Complex Ring System Around Young Star Resembles Early Solar System Formation

Posted by in categories: alien life, evolution

“We think that the HD 144,432 disk may be very similar to the early Solar System that provided lots of iron to the rocky planets we know today,” said Dr. Roy van Boekel.


How did our solar system form and is this process similar in other solar systems throughout the universe? This is what a study published today in Astronomy & Astrophysics hopes to figure out as a team of international researchers used data from the European Southern Observatory’s (ESO) Very Large Telescope Interferometer (VLTI) to analyze the protoplanetary disk around HD 144,432, which is a young star located approximately 500 light-years from Earth. This study holds the potential to not only help researchers better understand the formation and evolution of solar systems, but also gain greater insight into how life could evolve in these systems, as well.

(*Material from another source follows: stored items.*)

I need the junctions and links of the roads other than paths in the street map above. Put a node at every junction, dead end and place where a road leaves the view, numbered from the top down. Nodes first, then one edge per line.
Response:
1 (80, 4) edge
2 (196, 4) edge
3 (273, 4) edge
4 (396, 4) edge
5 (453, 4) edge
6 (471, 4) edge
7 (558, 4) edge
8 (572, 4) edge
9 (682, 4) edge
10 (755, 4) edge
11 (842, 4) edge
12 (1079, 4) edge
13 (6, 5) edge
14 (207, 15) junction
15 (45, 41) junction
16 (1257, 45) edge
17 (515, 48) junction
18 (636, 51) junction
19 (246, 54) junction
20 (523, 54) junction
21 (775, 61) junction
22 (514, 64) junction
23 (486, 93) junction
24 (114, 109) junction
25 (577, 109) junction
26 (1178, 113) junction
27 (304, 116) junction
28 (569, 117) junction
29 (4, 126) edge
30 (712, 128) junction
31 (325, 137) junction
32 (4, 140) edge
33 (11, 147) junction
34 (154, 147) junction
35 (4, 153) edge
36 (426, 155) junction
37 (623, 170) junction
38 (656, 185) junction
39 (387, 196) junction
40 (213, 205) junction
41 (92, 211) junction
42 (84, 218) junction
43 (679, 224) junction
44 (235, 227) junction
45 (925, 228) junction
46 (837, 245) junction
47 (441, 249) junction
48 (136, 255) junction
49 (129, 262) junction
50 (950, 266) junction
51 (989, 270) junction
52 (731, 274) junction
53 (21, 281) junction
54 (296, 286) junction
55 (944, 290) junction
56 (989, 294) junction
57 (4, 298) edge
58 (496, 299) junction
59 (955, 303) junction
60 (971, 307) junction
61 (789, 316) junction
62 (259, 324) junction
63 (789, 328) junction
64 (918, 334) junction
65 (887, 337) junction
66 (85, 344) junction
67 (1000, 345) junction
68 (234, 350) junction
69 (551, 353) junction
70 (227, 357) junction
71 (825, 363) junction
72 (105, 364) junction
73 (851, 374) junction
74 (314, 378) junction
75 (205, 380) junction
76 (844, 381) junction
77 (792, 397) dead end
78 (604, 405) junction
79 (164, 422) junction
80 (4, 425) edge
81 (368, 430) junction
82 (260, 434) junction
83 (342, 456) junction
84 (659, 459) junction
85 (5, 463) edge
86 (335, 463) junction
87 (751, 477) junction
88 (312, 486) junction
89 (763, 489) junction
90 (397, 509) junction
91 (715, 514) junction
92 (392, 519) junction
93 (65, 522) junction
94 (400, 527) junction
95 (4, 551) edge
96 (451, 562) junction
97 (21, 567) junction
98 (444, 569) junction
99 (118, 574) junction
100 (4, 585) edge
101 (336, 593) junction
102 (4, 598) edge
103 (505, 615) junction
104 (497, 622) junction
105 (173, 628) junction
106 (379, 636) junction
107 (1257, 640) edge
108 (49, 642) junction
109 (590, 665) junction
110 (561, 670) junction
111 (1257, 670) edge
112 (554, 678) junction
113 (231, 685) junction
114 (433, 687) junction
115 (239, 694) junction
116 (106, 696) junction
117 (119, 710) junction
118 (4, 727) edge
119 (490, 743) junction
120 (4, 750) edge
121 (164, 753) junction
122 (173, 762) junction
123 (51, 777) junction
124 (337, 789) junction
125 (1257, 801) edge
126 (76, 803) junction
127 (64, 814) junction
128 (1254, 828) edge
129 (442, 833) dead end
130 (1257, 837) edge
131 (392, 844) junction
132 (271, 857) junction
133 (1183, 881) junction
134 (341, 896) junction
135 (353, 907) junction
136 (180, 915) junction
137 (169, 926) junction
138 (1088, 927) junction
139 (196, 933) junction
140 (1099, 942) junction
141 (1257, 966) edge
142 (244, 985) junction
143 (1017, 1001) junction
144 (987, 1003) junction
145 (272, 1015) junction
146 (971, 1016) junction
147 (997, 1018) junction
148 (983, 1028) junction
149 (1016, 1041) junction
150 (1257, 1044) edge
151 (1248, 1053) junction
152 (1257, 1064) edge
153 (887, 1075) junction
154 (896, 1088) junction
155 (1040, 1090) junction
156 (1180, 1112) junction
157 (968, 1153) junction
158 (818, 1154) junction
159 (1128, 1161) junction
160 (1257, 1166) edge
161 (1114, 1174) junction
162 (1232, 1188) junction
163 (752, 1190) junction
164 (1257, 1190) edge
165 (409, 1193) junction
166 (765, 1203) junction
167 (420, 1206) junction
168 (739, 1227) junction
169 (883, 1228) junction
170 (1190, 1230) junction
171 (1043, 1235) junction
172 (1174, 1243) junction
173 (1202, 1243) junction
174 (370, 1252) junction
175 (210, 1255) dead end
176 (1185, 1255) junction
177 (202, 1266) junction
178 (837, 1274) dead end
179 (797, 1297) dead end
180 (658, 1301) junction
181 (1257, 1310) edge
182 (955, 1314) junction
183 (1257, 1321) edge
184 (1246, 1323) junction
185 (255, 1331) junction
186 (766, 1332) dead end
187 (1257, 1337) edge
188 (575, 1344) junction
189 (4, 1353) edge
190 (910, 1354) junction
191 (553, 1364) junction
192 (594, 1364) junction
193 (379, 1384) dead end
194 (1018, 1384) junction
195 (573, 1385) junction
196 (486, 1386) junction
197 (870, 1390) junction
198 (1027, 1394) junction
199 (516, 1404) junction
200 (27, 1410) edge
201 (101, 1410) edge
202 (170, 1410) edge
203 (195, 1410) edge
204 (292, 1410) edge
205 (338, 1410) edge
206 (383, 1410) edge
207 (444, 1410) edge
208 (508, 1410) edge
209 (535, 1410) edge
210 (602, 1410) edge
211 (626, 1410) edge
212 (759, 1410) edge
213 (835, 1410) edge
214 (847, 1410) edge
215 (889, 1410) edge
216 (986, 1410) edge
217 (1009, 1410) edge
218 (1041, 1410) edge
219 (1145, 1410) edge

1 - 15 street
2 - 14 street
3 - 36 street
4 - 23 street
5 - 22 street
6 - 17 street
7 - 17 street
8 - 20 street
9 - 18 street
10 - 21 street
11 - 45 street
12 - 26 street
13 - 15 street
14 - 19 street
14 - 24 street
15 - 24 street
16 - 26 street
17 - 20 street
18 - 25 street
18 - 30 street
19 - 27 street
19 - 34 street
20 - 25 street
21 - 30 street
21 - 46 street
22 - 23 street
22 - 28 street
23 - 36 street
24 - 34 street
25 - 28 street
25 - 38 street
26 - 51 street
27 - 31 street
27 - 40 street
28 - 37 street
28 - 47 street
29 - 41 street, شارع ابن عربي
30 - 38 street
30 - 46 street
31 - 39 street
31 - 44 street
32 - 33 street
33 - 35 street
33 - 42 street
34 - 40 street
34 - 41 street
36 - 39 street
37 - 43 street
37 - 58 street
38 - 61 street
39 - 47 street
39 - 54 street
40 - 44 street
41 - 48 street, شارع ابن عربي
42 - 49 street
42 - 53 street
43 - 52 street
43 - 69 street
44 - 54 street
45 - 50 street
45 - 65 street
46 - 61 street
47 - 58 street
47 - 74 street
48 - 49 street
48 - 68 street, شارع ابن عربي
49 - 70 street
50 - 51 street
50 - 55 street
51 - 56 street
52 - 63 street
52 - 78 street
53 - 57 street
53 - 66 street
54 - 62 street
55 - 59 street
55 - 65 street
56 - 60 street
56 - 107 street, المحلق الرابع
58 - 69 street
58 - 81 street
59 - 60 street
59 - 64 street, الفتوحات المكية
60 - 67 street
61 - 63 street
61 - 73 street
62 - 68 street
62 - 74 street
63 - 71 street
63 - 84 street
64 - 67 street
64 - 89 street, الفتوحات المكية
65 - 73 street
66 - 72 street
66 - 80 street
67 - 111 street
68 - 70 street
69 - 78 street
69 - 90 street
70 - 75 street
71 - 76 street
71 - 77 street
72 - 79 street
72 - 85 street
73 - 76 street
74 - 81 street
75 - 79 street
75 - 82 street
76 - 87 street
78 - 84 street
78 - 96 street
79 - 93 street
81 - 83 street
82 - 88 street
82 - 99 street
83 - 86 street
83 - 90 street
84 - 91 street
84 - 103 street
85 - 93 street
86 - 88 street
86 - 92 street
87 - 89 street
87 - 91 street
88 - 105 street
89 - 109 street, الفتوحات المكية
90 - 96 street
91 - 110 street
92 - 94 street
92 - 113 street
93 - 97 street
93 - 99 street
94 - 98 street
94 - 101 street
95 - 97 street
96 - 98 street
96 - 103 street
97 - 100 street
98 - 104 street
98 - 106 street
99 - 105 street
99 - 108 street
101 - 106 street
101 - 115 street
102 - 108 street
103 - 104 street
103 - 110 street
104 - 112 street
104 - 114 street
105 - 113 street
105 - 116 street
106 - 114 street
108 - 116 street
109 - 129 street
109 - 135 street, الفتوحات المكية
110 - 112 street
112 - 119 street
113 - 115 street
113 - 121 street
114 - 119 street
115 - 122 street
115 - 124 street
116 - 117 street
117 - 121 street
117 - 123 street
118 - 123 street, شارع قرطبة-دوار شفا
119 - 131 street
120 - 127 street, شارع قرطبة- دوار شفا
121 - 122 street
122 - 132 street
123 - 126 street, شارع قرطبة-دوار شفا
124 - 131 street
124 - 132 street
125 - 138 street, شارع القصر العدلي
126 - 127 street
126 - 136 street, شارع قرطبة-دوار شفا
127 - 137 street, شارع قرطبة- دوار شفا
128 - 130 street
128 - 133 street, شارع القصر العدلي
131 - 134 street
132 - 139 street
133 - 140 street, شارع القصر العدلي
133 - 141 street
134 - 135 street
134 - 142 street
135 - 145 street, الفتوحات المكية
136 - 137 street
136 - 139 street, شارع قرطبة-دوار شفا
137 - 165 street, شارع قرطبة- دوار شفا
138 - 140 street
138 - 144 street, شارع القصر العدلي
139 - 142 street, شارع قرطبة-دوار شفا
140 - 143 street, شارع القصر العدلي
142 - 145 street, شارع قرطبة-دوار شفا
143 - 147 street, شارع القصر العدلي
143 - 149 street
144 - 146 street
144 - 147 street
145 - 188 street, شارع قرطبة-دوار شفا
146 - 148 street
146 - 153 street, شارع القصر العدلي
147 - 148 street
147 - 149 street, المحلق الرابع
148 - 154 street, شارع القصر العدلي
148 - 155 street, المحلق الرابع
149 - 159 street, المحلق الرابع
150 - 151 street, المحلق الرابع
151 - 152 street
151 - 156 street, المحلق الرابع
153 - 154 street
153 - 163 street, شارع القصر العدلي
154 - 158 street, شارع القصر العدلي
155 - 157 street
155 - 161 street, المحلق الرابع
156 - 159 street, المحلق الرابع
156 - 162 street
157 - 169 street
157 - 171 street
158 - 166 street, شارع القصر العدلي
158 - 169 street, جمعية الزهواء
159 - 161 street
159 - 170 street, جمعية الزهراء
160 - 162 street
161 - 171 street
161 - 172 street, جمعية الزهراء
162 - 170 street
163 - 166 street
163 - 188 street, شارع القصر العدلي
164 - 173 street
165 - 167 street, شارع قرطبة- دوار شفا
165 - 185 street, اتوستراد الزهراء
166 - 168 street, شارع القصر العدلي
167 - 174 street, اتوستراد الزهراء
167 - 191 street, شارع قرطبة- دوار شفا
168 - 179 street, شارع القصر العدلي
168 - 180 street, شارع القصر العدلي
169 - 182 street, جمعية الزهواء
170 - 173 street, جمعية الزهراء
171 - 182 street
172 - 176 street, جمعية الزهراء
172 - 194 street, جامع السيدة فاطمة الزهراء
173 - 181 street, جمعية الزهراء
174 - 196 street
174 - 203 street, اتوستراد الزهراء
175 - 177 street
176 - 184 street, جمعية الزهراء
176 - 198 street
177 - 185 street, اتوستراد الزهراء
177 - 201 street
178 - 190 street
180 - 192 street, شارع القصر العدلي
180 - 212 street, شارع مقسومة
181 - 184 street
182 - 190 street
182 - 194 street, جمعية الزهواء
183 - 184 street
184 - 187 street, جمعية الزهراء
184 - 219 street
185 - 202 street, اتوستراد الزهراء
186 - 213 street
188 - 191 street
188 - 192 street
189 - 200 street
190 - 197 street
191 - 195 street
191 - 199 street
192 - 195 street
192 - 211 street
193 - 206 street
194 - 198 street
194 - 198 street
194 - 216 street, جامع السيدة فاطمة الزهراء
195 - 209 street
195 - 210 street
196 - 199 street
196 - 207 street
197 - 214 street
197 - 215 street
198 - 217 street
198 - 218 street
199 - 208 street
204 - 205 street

“When studying the dust distribution in the disk’s innermost region, we detected for the first time a complex structure in which dust piles up in three concentric rings in such an environment,” said Dr. Roy van Boekel, who is a scientist at the Max Planck Institute for Astronomy (MPIA) and one of more than three dozen co-authors on the study. “That region corresponds to the zone where the rocky planets formed in the Solar System.”

For context in terms of the distance between the three rings, the innermost ring orbits at the same distance as Mercury, the second farthest ring orbits at the same distance as Mars, and the farthest ring orbits at the same distance as Jupiter.